Barnes v. District of Columbia
281 F.R.D. 53
| D.D.C. | 2012Background
- This is a District of Columbia civil action alleging overdetentions in DC jails and a class action extending through the Trial Period.
- Defendant District of Columbia moved to compel certain discovery responses and for a protective order related to depositions.
- Discovery was narrowed by a December 2011 court order to focus on the number of overdetentions during the Trial Period.
- The court had previously granted summary judgment for plaintiffs on all overdetentions caused by the 10 p.m. cut-off rule for periods before and after the Trial Period.
- The parties disputed how to count overdetentions—whether to exclude 10 p.m. cut-off overdetentions from Trial Period totals, and how to tailor breakdowns by duration and category (CRER vs non-CRER).

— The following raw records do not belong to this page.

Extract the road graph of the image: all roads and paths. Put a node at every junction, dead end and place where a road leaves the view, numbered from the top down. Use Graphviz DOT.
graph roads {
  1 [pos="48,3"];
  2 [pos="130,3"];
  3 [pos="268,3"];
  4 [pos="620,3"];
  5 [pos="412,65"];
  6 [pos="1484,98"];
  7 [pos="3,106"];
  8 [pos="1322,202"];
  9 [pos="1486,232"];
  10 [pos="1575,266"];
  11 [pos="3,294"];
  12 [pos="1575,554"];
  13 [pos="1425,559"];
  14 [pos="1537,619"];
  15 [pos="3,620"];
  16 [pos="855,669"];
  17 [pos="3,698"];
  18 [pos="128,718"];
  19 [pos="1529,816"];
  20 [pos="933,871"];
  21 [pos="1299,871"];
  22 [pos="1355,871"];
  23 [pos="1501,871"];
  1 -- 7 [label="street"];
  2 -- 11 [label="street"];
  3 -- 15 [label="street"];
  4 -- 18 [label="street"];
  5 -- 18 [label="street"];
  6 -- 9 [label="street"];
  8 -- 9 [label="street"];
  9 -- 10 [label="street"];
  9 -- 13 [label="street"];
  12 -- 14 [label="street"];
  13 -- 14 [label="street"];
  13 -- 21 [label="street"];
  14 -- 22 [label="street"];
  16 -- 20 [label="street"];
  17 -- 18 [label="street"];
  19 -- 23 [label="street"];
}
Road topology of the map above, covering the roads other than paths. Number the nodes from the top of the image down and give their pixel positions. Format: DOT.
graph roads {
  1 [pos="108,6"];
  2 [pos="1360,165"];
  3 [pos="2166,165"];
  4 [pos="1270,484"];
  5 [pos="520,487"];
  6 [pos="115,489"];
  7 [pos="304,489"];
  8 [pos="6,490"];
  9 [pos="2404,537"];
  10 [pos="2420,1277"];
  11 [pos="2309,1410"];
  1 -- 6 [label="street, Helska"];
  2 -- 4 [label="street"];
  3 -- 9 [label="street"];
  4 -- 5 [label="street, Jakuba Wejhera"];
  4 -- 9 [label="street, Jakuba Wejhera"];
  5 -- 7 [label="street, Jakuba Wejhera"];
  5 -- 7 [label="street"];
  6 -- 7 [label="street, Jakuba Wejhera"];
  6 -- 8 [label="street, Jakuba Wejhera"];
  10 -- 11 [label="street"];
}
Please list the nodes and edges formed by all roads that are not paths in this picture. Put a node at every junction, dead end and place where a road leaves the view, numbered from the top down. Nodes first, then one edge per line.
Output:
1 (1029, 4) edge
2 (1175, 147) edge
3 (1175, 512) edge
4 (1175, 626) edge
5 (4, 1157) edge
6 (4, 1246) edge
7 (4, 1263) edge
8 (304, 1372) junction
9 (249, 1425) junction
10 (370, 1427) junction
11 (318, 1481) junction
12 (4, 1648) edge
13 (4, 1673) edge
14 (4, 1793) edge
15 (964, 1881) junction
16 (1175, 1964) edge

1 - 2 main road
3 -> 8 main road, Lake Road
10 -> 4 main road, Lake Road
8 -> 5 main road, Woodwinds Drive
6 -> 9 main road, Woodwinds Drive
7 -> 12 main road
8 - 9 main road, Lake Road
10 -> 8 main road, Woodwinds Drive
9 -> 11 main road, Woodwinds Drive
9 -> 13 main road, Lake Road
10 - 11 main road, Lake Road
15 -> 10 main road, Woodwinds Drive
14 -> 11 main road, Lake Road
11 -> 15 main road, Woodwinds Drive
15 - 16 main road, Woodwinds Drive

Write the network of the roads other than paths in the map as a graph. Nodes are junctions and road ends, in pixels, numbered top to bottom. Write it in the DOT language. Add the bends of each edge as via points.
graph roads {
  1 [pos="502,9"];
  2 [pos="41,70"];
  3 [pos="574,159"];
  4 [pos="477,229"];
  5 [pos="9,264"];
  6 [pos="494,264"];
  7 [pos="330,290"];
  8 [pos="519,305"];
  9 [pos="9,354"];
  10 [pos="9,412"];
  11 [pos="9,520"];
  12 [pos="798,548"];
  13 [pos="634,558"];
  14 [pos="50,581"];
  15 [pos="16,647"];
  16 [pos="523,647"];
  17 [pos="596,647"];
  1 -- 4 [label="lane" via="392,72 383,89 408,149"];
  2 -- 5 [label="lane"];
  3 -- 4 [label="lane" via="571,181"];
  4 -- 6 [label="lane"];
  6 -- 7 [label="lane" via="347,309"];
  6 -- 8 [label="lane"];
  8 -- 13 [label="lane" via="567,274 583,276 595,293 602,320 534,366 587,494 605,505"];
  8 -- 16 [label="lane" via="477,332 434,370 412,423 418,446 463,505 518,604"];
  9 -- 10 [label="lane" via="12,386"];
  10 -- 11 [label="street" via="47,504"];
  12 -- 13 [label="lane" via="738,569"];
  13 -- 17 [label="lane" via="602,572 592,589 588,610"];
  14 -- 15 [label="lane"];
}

- The court granted in part and denied in part the discovery motions and granted in part and denied in part the protective order.
Issues
| Issue | Plaintiff's Argument | Defendant's Argument | Held |
|---|---|---|---|
| Whether Interrogatories 1 and 2 must exclude 10 p.m. cut-off overdetentions. | Barnes argues the order limited discovery to total overdetentions, not exclusions. | District contends the trial-relevant figure excludes 10 p.m. overdetentions. | Yes, exclude 10 p.m. overdetentions; determine both total and 10 p.m. overruns. |
| Whether Interrogatories 5 and 6 require creation of new data analyses. | Plaintiffs claim no obligation to generate additional breakdowns. | Breakdowns could aid trial accuracy. | Denied for mandatory data creation; can be addressed in depositions and motions. |
| Whether the Second Motion to Compel (Interrogatories 7–12) should be granted. | Plaintiffs have not conducted analyses; not required to create documents. | Such analyses are helpful to defense. | Denied; only deposition-based questioning allowed; no mandatory data creation. |
| Whether the protective order should bar certain expert depositions beyond scope. | District seeks depositions outside limited discovery. | Limited scope supports efficient trial preparation. | Partially granted; preclude certain post-release strip-search analysis; other questions allowed at deposition. |
Key Cases Cited
- Barnes v. District of Columbia, 793 F. Supp. 2d 260 (D.D.C. 2011) (discovery scope regarding 10 p.m. cut-off overdetentions and trial planning)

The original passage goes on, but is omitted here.